Private entities understand their self-interest in connecting people to benefits. Hundreds of hospitals and health care organizations sponsor medical-legal partnerships to help people access housing or child support.
Creating Benefit Depots will cost money. But investing in assistance to access benefits ultimately saves money in health care spending and social spending down the line. And it ultimately saves lives. Entitlement benefits like Social Security, Medicare and unemployment insurance are essentially already paid for. If they’re not claimed, the government is throwing away money. Even in today’s fractured America, nobody wants to do that.
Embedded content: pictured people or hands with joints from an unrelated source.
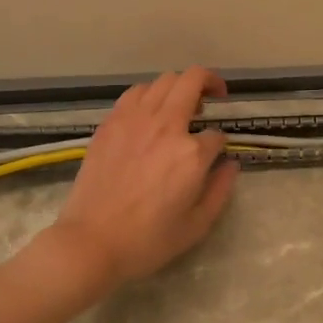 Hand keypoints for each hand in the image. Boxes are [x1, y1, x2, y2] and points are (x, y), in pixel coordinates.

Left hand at [50, 67, 238, 294]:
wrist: (91, 242)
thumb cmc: (148, 241)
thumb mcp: (197, 225)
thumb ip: (220, 189)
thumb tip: (231, 164)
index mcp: (191, 153)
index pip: (216, 134)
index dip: (220, 144)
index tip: (215, 156)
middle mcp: (166, 126)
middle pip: (193, 81)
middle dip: (210, 83)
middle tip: (215, 96)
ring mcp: (134, 120)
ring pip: (164, 80)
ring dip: (180, 86)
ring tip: (181, 104)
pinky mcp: (110, 123)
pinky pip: (136, 92)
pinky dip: (150, 94)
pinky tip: (150, 111) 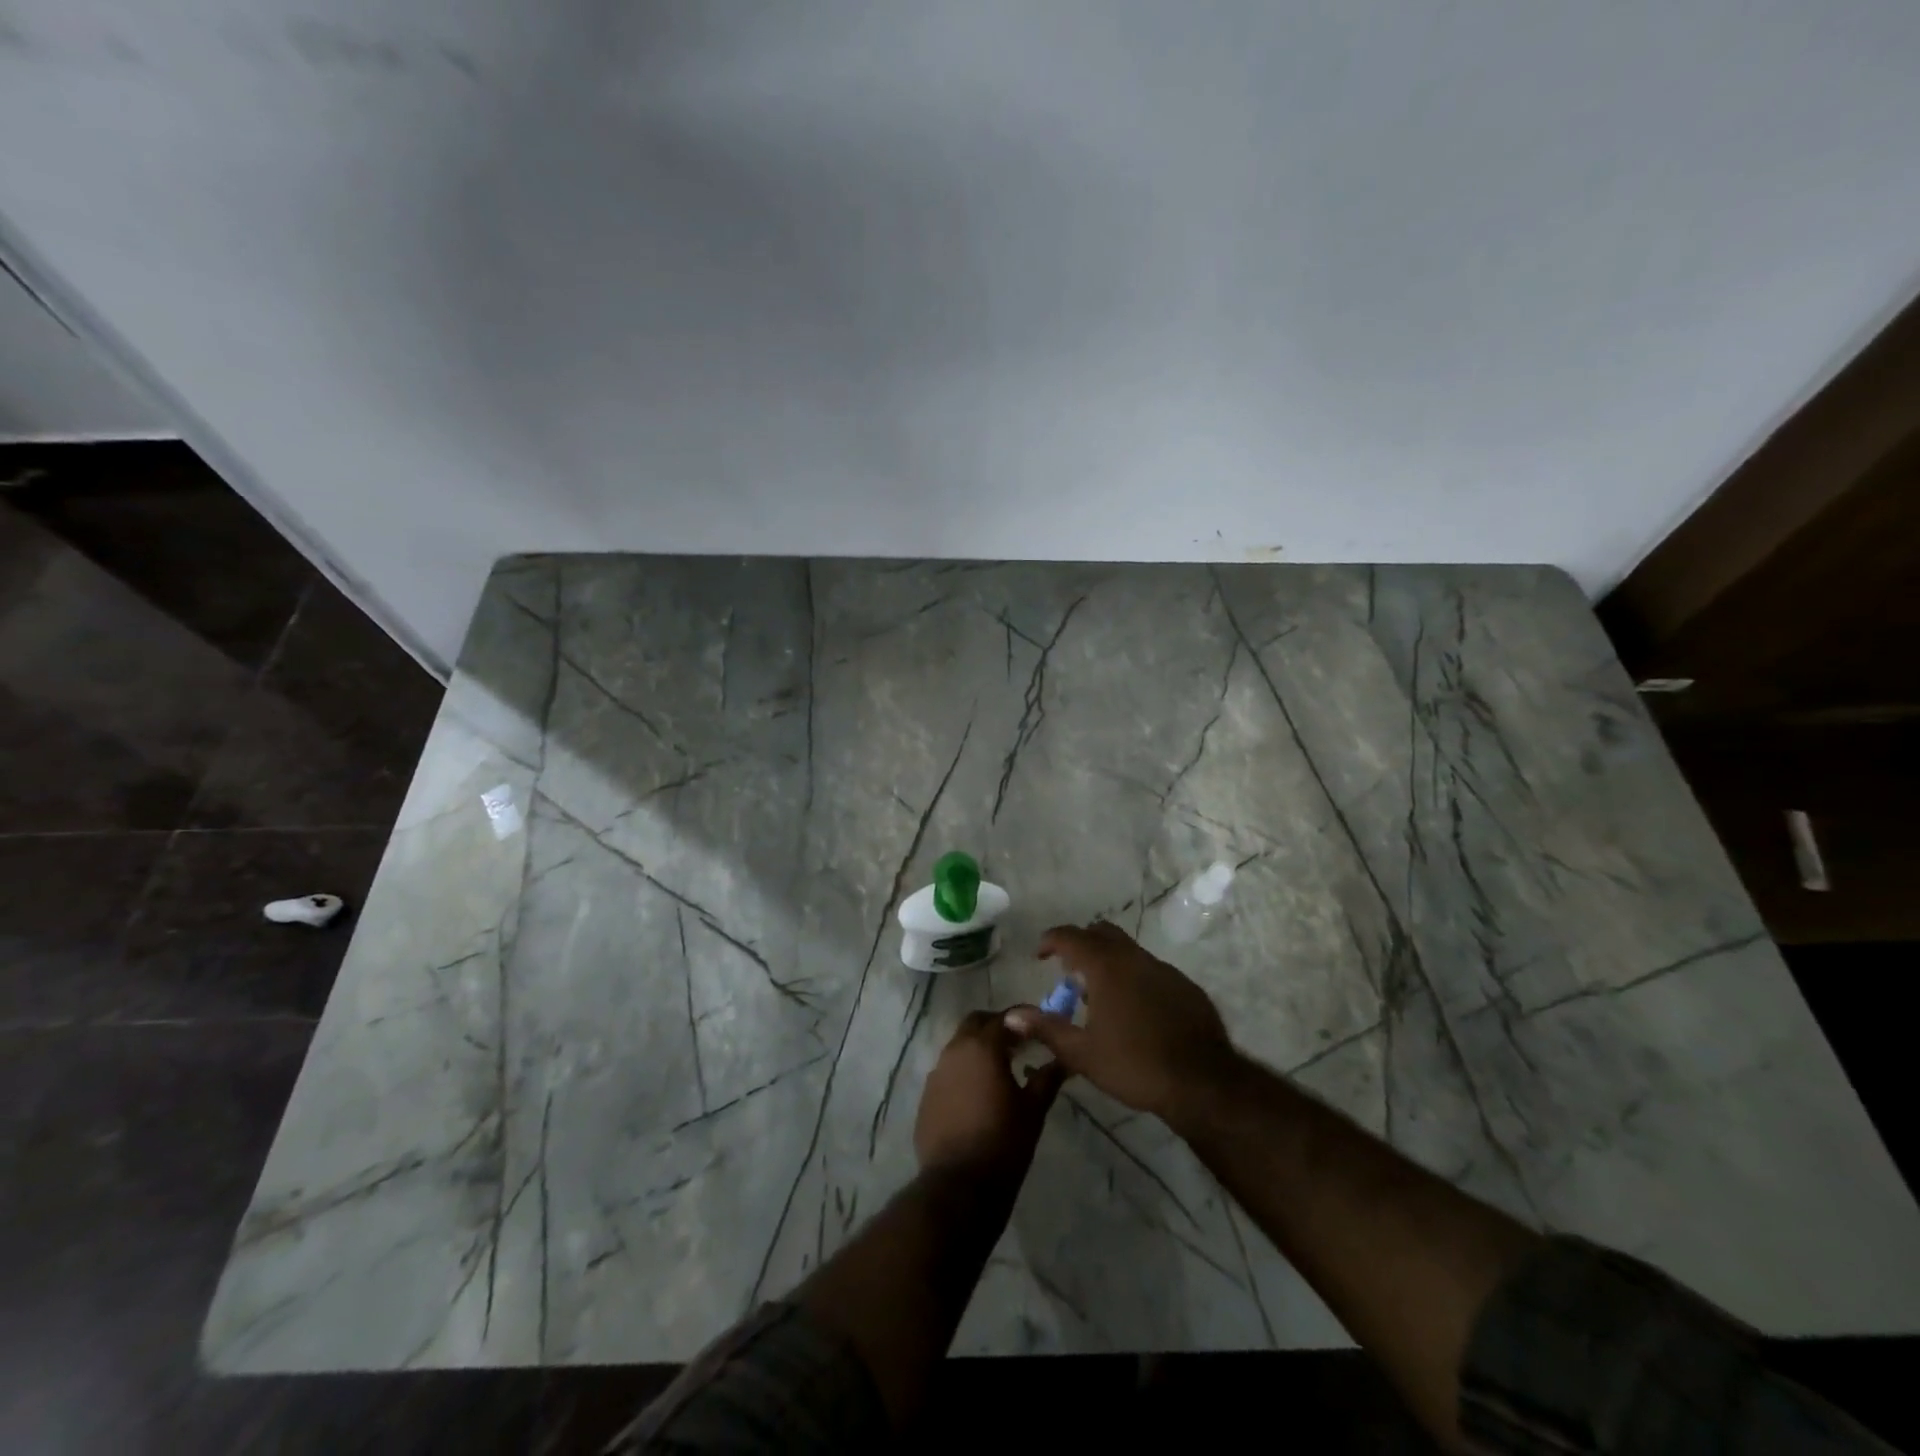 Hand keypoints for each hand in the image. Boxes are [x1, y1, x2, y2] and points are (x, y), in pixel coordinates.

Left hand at [915, 1010, 1064, 1177]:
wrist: (959, 1187)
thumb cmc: (1003, 1143)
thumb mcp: (1033, 1110)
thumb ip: (1047, 1078)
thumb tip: (1064, 1060)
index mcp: (982, 1047)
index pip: (1004, 1018)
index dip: (1024, 1019)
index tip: (1040, 1026)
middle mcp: (954, 1051)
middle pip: (975, 1023)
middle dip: (997, 1027)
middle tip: (1019, 1044)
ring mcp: (936, 1074)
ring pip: (959, 1047)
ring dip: (978, 1050)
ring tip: (1000, 1071)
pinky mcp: (927, 1097)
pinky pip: (947, 1073)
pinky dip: (964, 1073)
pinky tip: (978, 1096)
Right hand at [1004, 922, 1237, 1123]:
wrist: (1203, 1083)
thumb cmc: (1135, 1065)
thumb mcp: (1082, 1053)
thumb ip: (1046, 1028)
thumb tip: (1011, 1014)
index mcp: (1106, 966)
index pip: (1071, 936)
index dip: (1051, 940)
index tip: (1040, 955)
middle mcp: (1134, 958)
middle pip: (1102, 933)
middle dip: (1081, 944)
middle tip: (1069, 970)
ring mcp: (1164, 969)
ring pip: (1129, 951)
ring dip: (1109, 962)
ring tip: (1099, 995)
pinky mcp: (1185, 986)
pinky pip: (1151, 970)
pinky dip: (1134, 978)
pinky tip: (1135, 1010)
America already spends $4 trillion on social supports, five times more than is spent on the military. Broadening safety nets through new investments — without consciously working to connect people to the services and benefits provided — invites reasonable fears about bloated, inefficient government and risks wasting resources.
Single points of access for government services will build trust in government, something in short supply in America. In 2020, only 36% of Americans reported feeling that the federal government does a good job of helping people out of poverty.
Placing government benefits into the hands of the people in need expands on a commonsense approach, centrally locating help for those who may have trouble finding it. Taking care to connect people to government ensures that the giant investment all of us are making in human capital actually does some good.
Robin Fretwell Wilson holds the Mildred Van Voorhis Jones Chair in Law at the University of Illinois College of Law and is a Public Voices fellow with The OpEd Project. Elsa Zawedde is a doctoral candidate at the University of Illinois College of Law, and Becca Valek is a policy intern at the University of Illinois’ Institute of Government and Public Affairs.